Credit: Josh Sweigart

Credit: Josh Sweigart

The union representing Dayton firefighters on Wednesday announced their endorsement of Cincinnati Mayor John Cranley over Dayton Mayor Nan Whaley in the Democratic primary for Ohio governor.

Kraig Robinson, president of International Association of Fire Fighters Local 136, said Whaley has not appeared to make public safety a priority, allowing fire stations to remain closed even while the city receives massive federal stimulus money.

“(Whaley) touts that she is a friend of labor, and she has routinely used budget solutions in the city to shut down fire stations,” Robinson said. “The over-arching concern of the firefighter’s union is that we’re pitching public safety, but there’s a station on the west side of Dayton that has been empty half of this year and no one cares.”

Fire Station 10 on South Broadway Street in Dayton has been closed for several months as part of a rotating series of station closures, called brownouts, in place for years to reduce fire department costs and address staffing shortages.

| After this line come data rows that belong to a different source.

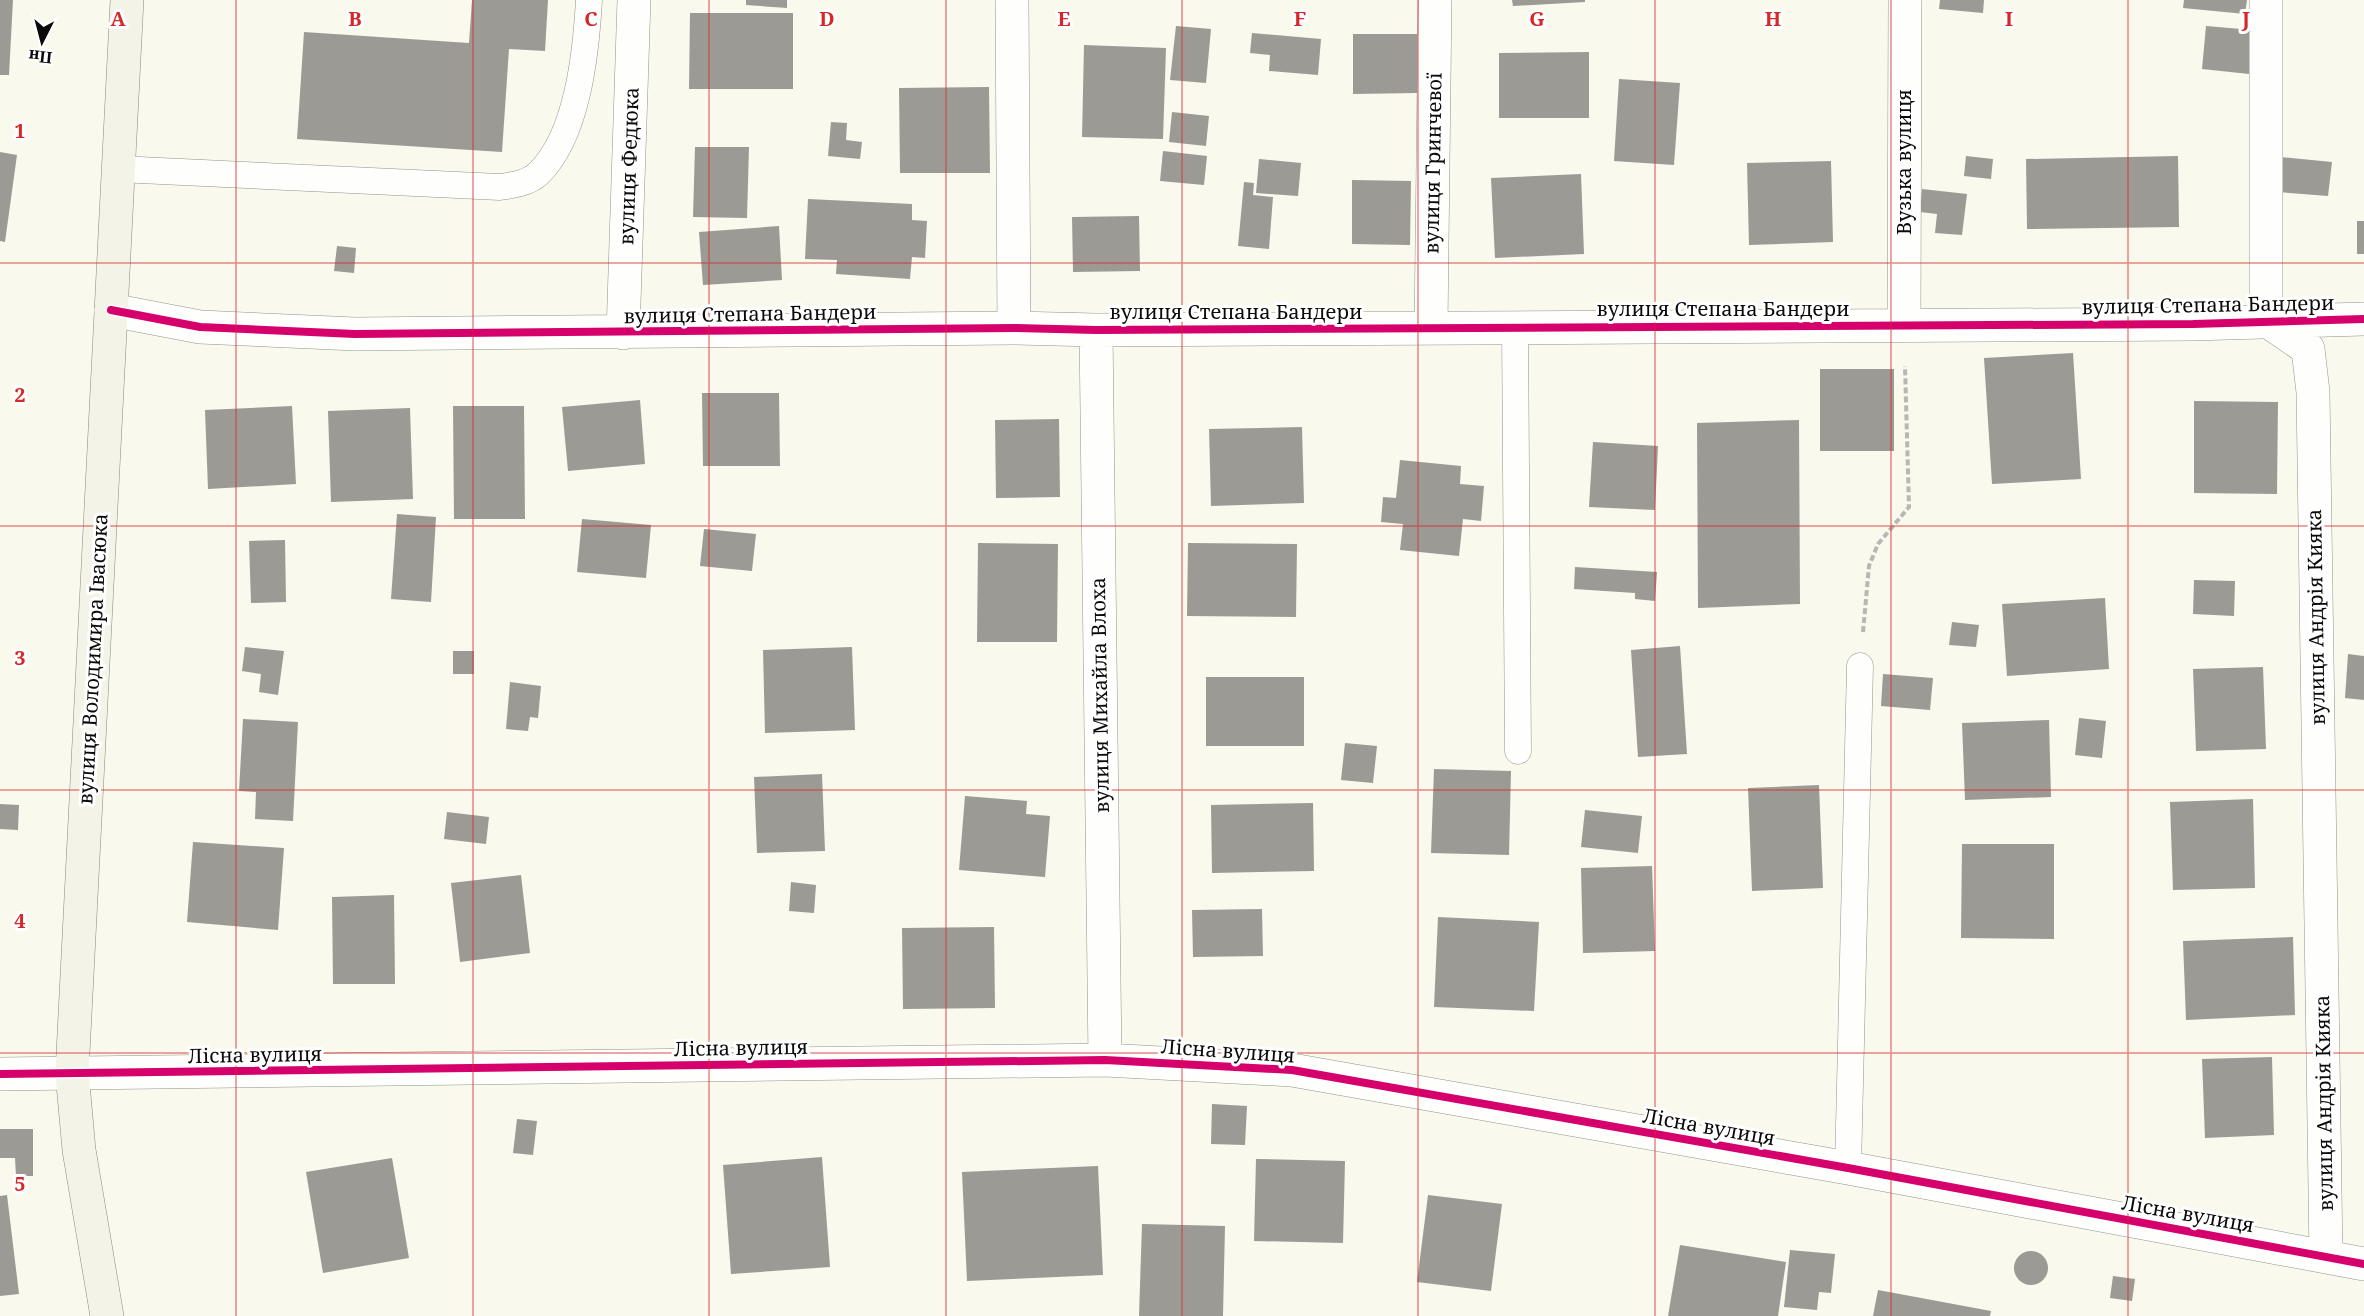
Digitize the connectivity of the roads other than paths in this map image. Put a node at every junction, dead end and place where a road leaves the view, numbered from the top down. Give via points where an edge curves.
1 (127, 0) edge
2 (589, 0) edge
3 (634, 0) edge
4 (1012, 0) edge
5 (1435, 0) edge
6 (1905, 0) edge
7 (2266, 0) edge
8 (118, 169) junction
9 (111, 310) junction
10 (2364, 319) edge
11 (2266, 320) junction
12 (1904, 325) junction
13 (1515, 326) junction
14 (1431, 327) junction
15 (1014, 328) junction
16 (1096, 330) junction
17 (623, 333) junction
18 (1860, 666) road end
19 (1518, 751) dead end
20 (1105, 1060) junction
21 (0, 1074) edge
22 (72, 1074) junction
23 (1848, 1168) junction
24 (2326, 1256) junction
25 (2364, 1264) edge
26 (106, 1316) edge

1 - 8 main road, вулиця Володимира Івасюка
2 - 8 lane via 581,68 565,132 537,175 520,184 500,187
3 - 17 street, вулиця Федюка
4 - 15 street
5 - 14 street, вулиця Гринчевої
6 - 12 street, Вузька вулиця
7 - 11 street
8 - 9 main road, вулиця Володимира Івасюка
9 - 17 street, вулиця Степана Бандери via 200,327 355,334
9 - 22 main road, вулиця Володимира Івасюка
10 - 11 street, вулиця Степана Бандери
11 - 12 street, вулиця Степана Бандери
11 - 24 street, вулиця Андрія Кияка via 2308,349 2313,392
12 - 13 street, вулиця Степана Бандери
13 - 14 street, вулиця Степана Бандери
13 - 19 lane
14 - 16 street, вулиця Степана Бандери
15 - 16 street, вулиця Степана Бандери
15 - 17 street, вулиця Степана Бандери
16 - 20 street, вулиця Михайла Влоха
18 - 23 lane
20 - 22 street, Лісна вулиця
20 - 23 street, Лісна вулиця via 1292,1070
21 - 22 street, Лісна вулиця
22 - 26 main road, вулиця Володимира Івасюка via 79,1150
23 - 24 street, Лісна вулиця
24 - 25 street, Лісна вулиця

Courtney Rice, spokeswoman for Whaley’s campaign, said Dayton is using federal funds to support public safety services. On Wednesday, the city announced it would use $11 million in American Rescue Plan Act funds to “address community health and crime through a new joint Police-Fire station with space for the community.”

“As mayor, Nan has made public safety a top priority,” Rice said. “As president of the U.S. Conference of Mayors, she was instrumental in helping to pass the American Rescue Plan, which provided much needed funding for Dayton’s firefighter and police recruit class and a new joint police-fire station, as well as other crucial investments in our community.”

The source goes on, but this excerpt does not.